Here is the relevant code:

{-# INLINE bindWith #-}
bindWith
    :: (forall c. AsyncT m c -> AsyncT m c -> AsyncT m c)
    -> AsyncT m a
    -> (a -> AsyncT m b)
    -> AsyncT m b
bindWith k (AsyncT m) f = AsyncT $ \_ stp yld ->
    let run x = (runAsyncT x) Nothing stp yld
        yield a _ Nothing  = run $ f a
        yield a _ (Just r) = run $ f a `k` (bindWith k r f)
    in m Nothing stp yield

instance Monad m => Monad (AsyncT m) where
    return a = AsyncT $ \ctx _ yld -> yld a ctx Nothing

#ifdef MANUAL_INLINE
    AsyncT m >>= f = AsyncT $ \_ stp yld ->
        let run x = (runAsyncT x) Nothing stp yld
            yield a _ Nothing  = run $ f a
            yield a _ (Just r) = run $ f a <> (r >>= f)
        in m Nothing stp yield
#else
    (>>=) = bindWith (<>)
#endif

I have seen this many times.

Change History (8)

comment:1 Changed 2 years ago by mpickering

Keywords: StaticArgumentTransformation Inlining added

bindWith is a self-recursive function so GHC won't inline it by itself.

If you rewrite bindWith to

bindWith                                                                           
    :: (forall c. AsyncT m c -> AsyncT m c -> AsyncT m c)                          
    -> AsyncT m a                                                                  
    -> (a -> AsyncT m b)                                                           
    -> AsyncT m b                                                                  
bindWith k m f = go m                                                              
    where go (AsyncT m) =                                                          
            AsyncT $ \_ stp yld ->                                                 
            let run x = (runAsyncT x) Nothing stp yld                              
                yield a _ Nothing  = run $ f a                                     
                yield a _ (Just r) = run $ f a `k` (go r)                          
            in m Nothing stp yield

so it delegates the recursion to the go function then it seems like the performance is the same.

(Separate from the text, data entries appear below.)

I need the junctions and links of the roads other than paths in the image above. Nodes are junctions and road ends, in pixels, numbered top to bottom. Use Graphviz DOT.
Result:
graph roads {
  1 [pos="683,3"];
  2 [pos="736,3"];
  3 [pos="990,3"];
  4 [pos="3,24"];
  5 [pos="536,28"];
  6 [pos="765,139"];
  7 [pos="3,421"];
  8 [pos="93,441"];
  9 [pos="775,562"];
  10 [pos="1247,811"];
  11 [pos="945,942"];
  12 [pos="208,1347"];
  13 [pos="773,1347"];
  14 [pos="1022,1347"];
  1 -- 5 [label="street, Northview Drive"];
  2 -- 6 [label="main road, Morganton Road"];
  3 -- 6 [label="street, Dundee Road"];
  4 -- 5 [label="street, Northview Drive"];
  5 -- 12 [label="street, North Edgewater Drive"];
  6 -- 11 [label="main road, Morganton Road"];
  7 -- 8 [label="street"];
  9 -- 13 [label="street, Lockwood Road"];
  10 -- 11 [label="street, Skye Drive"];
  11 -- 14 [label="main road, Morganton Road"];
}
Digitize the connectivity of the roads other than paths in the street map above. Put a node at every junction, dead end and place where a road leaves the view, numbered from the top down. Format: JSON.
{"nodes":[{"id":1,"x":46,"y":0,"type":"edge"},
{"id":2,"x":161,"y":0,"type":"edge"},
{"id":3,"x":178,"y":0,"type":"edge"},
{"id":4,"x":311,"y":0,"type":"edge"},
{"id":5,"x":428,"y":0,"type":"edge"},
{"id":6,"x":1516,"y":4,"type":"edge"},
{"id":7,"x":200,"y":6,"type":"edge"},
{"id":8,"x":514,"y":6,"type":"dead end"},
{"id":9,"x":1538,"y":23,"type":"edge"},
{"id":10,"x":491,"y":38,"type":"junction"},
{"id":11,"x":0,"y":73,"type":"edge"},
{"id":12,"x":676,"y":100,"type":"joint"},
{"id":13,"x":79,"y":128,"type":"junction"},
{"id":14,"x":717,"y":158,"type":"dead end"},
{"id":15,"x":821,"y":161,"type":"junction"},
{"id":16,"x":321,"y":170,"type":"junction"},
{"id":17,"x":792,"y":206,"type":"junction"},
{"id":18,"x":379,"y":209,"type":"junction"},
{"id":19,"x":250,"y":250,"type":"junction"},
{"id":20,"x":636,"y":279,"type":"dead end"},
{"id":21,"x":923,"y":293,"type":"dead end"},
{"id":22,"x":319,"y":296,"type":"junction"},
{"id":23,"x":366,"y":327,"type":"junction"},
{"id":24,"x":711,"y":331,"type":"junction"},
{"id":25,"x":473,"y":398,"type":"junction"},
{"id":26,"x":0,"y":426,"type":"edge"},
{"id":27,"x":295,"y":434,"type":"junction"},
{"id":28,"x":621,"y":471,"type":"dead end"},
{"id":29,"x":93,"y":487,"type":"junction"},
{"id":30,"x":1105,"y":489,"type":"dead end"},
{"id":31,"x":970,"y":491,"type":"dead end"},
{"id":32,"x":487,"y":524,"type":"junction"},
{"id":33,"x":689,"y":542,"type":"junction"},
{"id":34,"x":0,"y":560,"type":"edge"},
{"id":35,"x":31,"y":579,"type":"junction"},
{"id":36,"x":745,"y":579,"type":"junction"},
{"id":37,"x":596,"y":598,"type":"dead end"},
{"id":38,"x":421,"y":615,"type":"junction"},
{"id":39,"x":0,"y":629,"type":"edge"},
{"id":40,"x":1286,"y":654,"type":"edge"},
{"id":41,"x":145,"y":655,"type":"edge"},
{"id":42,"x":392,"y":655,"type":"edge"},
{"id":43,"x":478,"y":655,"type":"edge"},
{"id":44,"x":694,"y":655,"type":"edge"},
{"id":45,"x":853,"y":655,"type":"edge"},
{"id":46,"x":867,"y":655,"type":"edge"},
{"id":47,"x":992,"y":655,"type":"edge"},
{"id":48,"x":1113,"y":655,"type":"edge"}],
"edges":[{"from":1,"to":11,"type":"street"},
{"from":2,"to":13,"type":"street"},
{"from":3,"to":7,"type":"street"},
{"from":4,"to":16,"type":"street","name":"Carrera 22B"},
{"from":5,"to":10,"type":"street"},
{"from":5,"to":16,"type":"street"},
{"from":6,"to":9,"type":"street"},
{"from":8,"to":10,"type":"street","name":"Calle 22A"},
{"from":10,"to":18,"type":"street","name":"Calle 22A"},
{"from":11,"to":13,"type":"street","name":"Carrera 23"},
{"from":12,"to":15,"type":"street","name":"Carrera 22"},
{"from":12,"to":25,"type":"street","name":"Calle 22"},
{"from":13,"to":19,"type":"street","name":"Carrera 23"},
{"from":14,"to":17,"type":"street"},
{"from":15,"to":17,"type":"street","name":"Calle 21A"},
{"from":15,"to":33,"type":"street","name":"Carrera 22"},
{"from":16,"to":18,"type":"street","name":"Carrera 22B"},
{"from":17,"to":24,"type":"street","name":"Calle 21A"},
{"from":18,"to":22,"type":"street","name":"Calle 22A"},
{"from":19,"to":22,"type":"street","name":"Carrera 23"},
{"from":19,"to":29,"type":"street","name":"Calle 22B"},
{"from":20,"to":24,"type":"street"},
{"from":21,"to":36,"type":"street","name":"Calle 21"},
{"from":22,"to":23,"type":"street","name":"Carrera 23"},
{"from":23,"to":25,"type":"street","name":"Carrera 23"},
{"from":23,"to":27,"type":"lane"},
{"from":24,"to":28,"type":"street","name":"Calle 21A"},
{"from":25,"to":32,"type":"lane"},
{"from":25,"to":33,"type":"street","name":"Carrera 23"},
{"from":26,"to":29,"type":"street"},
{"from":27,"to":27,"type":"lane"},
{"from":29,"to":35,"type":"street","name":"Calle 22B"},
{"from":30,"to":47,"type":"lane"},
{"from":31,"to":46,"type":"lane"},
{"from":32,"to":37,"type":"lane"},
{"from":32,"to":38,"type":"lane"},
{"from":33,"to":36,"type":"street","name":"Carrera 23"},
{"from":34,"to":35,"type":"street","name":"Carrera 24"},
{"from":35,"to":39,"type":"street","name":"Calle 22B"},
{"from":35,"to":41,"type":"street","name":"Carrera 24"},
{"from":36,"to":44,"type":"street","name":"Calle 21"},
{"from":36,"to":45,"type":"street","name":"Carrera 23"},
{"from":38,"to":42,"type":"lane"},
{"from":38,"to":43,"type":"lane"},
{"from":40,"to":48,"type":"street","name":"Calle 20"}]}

This is the transformation the static argument transformation is meant to achieve (turned on by -fstatic-argument-transformation). It didn't seem to work just by turning on this flag but I don't have time to investigate more now.

comment:2 Changed 2 years ago by harendra

That information is a gem for optimization! I need to change how I code recursive functions. Every programmer must know that a static argument impacts performance significantly and can be easily optimized. It not only recovered the lost performance but gave a lot more because the manually inlined bind function also has a static argument which got removed in this version.

I think the problem is not really inlining. GHC won't be able to inline the recursive call of a function to itself, of course, but it can still inline the whole function. So bindWith is likely getting inlined, I can see that with -ddump-inlinings. I guess, the problem is that we have added one more static argument which degrades the performance. The compiler is able to inline the function but it cannot undo that static argument.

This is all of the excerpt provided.